_EXERCISE INSTRUCTIONS_
Every line of the entries that holds the word "Moraes" is to be copied.

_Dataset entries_
• • • • •

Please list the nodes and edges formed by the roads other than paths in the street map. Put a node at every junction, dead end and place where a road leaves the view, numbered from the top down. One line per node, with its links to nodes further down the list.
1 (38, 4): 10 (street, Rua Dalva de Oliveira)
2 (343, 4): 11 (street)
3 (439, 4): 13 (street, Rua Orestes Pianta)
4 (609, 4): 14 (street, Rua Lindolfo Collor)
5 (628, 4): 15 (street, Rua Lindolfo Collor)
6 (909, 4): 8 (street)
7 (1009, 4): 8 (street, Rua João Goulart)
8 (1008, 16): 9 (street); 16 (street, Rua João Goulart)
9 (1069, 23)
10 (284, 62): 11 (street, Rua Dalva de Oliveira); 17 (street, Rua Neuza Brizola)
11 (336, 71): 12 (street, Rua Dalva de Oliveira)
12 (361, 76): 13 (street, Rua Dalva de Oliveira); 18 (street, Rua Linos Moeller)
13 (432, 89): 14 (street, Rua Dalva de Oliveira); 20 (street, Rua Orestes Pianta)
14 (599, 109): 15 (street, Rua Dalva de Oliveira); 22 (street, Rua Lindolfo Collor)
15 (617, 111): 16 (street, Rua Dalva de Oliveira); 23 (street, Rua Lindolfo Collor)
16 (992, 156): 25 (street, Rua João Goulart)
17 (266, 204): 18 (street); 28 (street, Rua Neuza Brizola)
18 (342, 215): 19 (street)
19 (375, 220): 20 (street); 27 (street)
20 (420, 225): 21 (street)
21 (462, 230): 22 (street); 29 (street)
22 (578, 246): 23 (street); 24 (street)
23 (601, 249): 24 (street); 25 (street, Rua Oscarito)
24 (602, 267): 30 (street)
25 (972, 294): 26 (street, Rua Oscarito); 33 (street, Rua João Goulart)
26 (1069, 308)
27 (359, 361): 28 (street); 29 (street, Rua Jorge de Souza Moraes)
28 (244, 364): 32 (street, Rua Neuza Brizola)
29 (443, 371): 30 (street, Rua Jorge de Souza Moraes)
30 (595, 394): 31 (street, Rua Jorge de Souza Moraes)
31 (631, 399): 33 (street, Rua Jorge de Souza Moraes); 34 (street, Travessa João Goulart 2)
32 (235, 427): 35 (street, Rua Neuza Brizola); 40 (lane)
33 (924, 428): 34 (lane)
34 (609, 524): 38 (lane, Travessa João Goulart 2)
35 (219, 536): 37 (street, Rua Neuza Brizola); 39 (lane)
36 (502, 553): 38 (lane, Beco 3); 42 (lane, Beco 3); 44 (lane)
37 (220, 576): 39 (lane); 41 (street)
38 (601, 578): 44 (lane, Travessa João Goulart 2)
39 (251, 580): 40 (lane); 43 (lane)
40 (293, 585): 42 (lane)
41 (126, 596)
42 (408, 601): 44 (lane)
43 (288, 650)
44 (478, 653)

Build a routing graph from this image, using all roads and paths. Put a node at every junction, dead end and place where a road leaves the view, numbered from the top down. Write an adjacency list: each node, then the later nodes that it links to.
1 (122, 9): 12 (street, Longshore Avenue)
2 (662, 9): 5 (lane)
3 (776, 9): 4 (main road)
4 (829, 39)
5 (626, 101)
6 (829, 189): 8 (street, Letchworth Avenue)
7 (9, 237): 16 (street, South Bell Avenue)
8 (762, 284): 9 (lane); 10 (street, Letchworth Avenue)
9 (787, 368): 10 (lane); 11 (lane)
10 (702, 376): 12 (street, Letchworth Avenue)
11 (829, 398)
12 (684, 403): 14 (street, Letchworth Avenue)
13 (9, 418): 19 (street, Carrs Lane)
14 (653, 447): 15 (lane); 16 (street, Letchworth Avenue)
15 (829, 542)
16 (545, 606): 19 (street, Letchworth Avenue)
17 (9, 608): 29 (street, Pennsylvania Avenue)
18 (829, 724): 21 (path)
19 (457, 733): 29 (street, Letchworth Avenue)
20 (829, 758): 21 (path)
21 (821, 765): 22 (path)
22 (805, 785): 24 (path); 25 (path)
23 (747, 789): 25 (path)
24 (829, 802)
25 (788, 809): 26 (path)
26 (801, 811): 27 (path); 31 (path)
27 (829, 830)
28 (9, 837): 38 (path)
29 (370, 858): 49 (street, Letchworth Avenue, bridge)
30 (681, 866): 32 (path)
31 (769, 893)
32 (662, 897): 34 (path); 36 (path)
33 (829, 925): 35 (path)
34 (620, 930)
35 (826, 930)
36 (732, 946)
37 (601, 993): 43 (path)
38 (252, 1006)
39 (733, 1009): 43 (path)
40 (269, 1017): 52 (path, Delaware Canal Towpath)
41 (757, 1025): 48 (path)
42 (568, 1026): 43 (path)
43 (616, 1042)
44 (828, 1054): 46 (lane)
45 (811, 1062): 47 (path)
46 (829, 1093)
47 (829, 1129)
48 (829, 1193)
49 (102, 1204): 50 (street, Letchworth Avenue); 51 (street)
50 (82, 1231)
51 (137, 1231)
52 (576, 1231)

• • • • •

_RESULT_
27 (359, 361): 28 (street); 29 (street, Rua Jorge de Souza Moraes)
29 (443, 371): 30 (street, Rua Jorge de Souza Moraes)
30 (595, 394): 31 (street, Rua Jorge de Souza Moraes)
31 (631, 399): 33 (street, Rua Jorge de Souza Moraes); 34 (street, Travessa João Goulart 2)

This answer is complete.